Hello! Today we want to tell about our acquaintance with Big Data, which began in 2012, when the market had not yet covered the wave of popularity of the topic of big data.

By that time, we already had expertise in the field of building data warehouses. We considered various ways to improve the standard HD architectures, because the customer wanted to process large amounts of data in a short time and with limited budget. We understood that large amounts of data for standard storage are perfectly processed on MPP platforms, but de facto it is expensive. So, we need an inexpensive distributed system. She turned out to be Hadoop. It needs minimal initial investment, and first results can be obtained very quickly. In the longer term, horizontal, almost linear scaling, an open platform and many interesting additional functions: for example, NoSQL, fast data search, a sort of SQL data access language.
The test task was to study data enrichment on Hadoop: we measured how long standard data join-s were working. For example, the intersection of 100 GB and 10 GB by the standards of relational databases is serious volumes (it is unreasonable to use indexes with full scan). On our test servers, such tasks were completed in minutes against tens of minutes in relational storage.
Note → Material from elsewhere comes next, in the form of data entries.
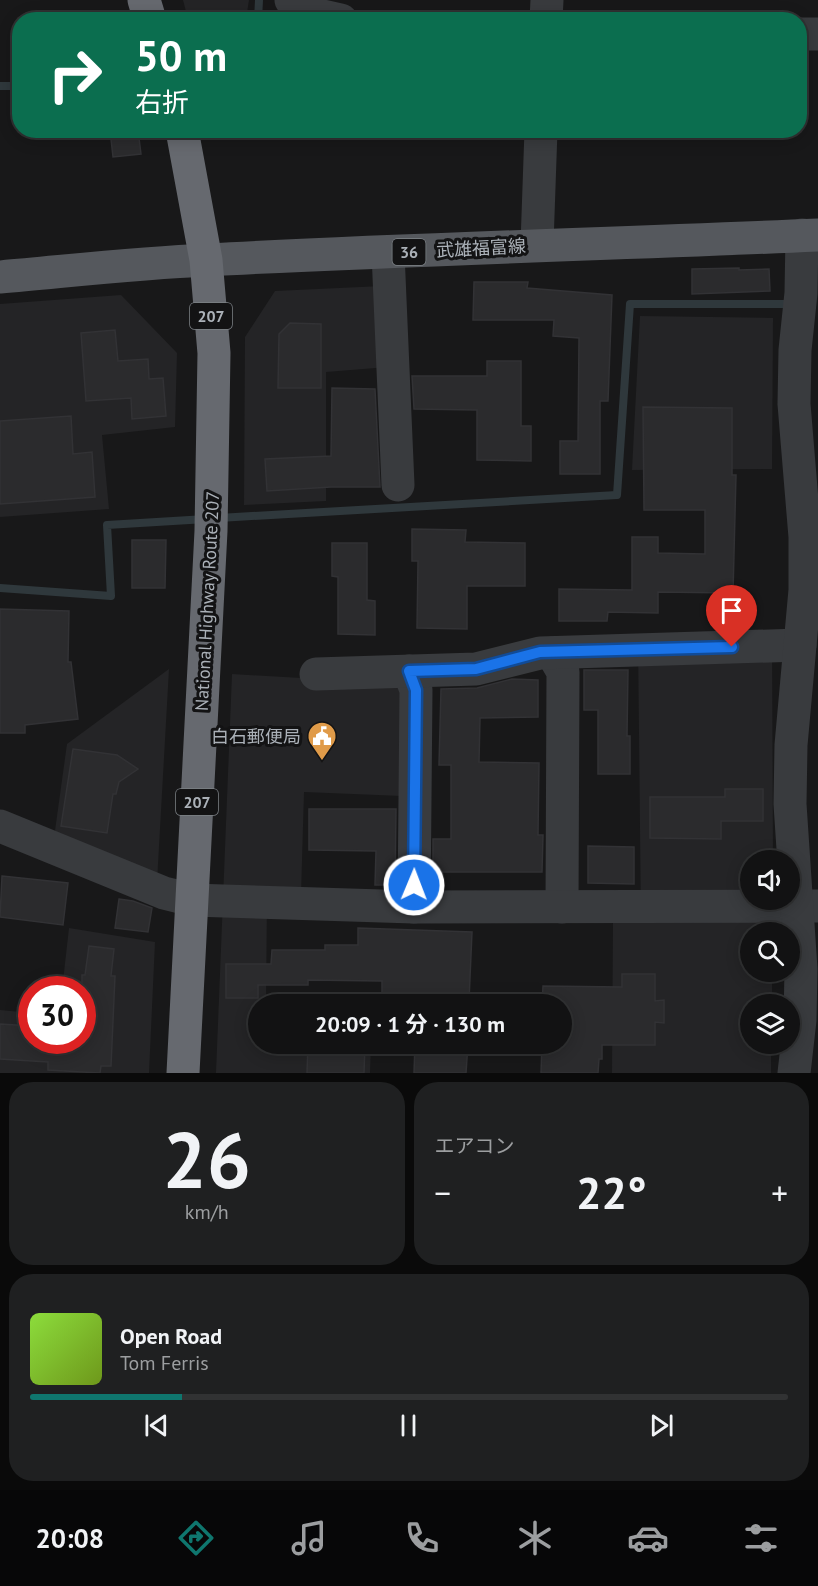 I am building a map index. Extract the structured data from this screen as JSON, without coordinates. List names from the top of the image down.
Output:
{
  "streets": {
    "highway": ["207", "National Highway Route 207"],
    "main road": ["武雄福富線", "36"]
  },
  "crossings": [
    ["武雄福富線", "National Highway Route 207"]
  ],
  "places": {
    "public building": ["白石郵便局"]
  },
  "page": {
    "turn": ["50 m", "右折"],
    "limit": "30",
    "trip": "20:09 · 1 分 · 130 m",
    "tile": [
      ["26", "km/h"],
      "エアコン"
    ],
    "heat": ["−", "22°", "+"],
    "song": ["Open Road", "Tom Ferris"],
    "tabs": "20:08"
  }
}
Taking into account the money spent on the relational storage and the cost of the mid-range array for HD (exceeds the cost of the local array by an order of magnitude on average), the choice for carrying out such calculations and data storage means was obvious.
')
To test the approach to solving the problem, we needed:
- Hadoop development competencies
- test cluster
We did a pilot project on the Hadoop stack, based on the books we read: "
Hadoop: The Definitive Guide " and "
MapReduce Design Patterns ". Our team already had Java expertise, and the transition to the MapReduce paradigm did not become a problem even for those who came from the Oracle Database. Then to start it was enough to read and learn a couple of books.
To speed up testing, we used Amazon EC2's cloud services, which allowed us to get the hardware without delay and start installing the Hadoop stack from Cloudera. In two days the stand was ready. We used 10 instances with 8 GB of RAM and 2 CPUs as hardware. 50 GB disks on each machine, taking into account the triple data replication (by default), was enough with a margin to solve the pilot problem. 10 instances were obtained experimentally, because while reducing instances, performance dropped dramatically. Now, with the development of assemblies from vendors, the cluster is put "in a couple of clicks."
However, join is not the main vocation of Hadoop. His strength is in analytic ability. Well aware of this, we got the first real case. The pilot task was to track subscribers visiting the departure area at Moscow airports and send them a relevant mobile phone offer. From the input data were only subscriber traffic and a list of towers that serve the departure zone at the airport. But this is not Big Data.
Big Data appears at the moment of the second requirement for the task: to identify and exclude from the final sample all the mourners, greeters, taxi drivers, shop workers, etc. The range of cell towers is not limited to the conditional boundaries of the departure zone, therefore all nearby subscribers can get here, including outside the airport building.
Everything is great, only Amazon cluster cannot be used for this - because we are dealing with personal data of the cellular operator. It became obvious that the implementation of Big Data is a matter of time, and the customer decided to buy the first cluster. The cluster sizing was calculated for the year ahead taking into account the Big Data development strategy and purchased 20 HP 380 G8 machines (2 CPU / 48 G RAM / 12x3 Tb disk).
Six months after the start of work with Big Data, we had a team of up to 5 employees, and by the end of 2013 we already had 14 people. We had to thoroughly understand everything that relates to the Hadoop stack. Our employees have completed certified courses from Cloudera: cluster management training, development on MapReduce, HBase. This background allowed us to quickly understand all the subtleties of Hadoop, get an idea of the best development techniques for MapReduce and get down to business. By the way, now there are a lot of good online courses (for example, on Coursera).
The implementation of the first business task implied a permanent job as a trigger: look for the necessary records with the necessary parameters of base stations from the incoming data stream. In Hadoop, subscriber profiles were considered on a daily basis: manually first, and then using machine learning. Subscriber profile data was overloaded into the Redis in-memory key / value storage. The incoming data stream was processed using Apache Storm. At this stage, the subscriber profile, cell tower and its sector of interest to us were taken into account. Further, this stream was processed through the subscribers contact policy (for example, so that the subscriber did not receive SMS more than the number of times assigned) and entered the SMS transmission queue.
For the sake of experiment, we tried to solve the problem only with MapReduce tools, but it turned out badly: high load on the cluster, long initialization of the Java-machine each time. Do not do this.
Now the customer company has its own industrial cluster, and we test technologies on virtual machines and evaluate the possibilities of using them on real tasks.
That somehow our acquaintance and tied.
Oh yeah - my name is Aleksey Bednov and I am ready to answer your questions in the comments.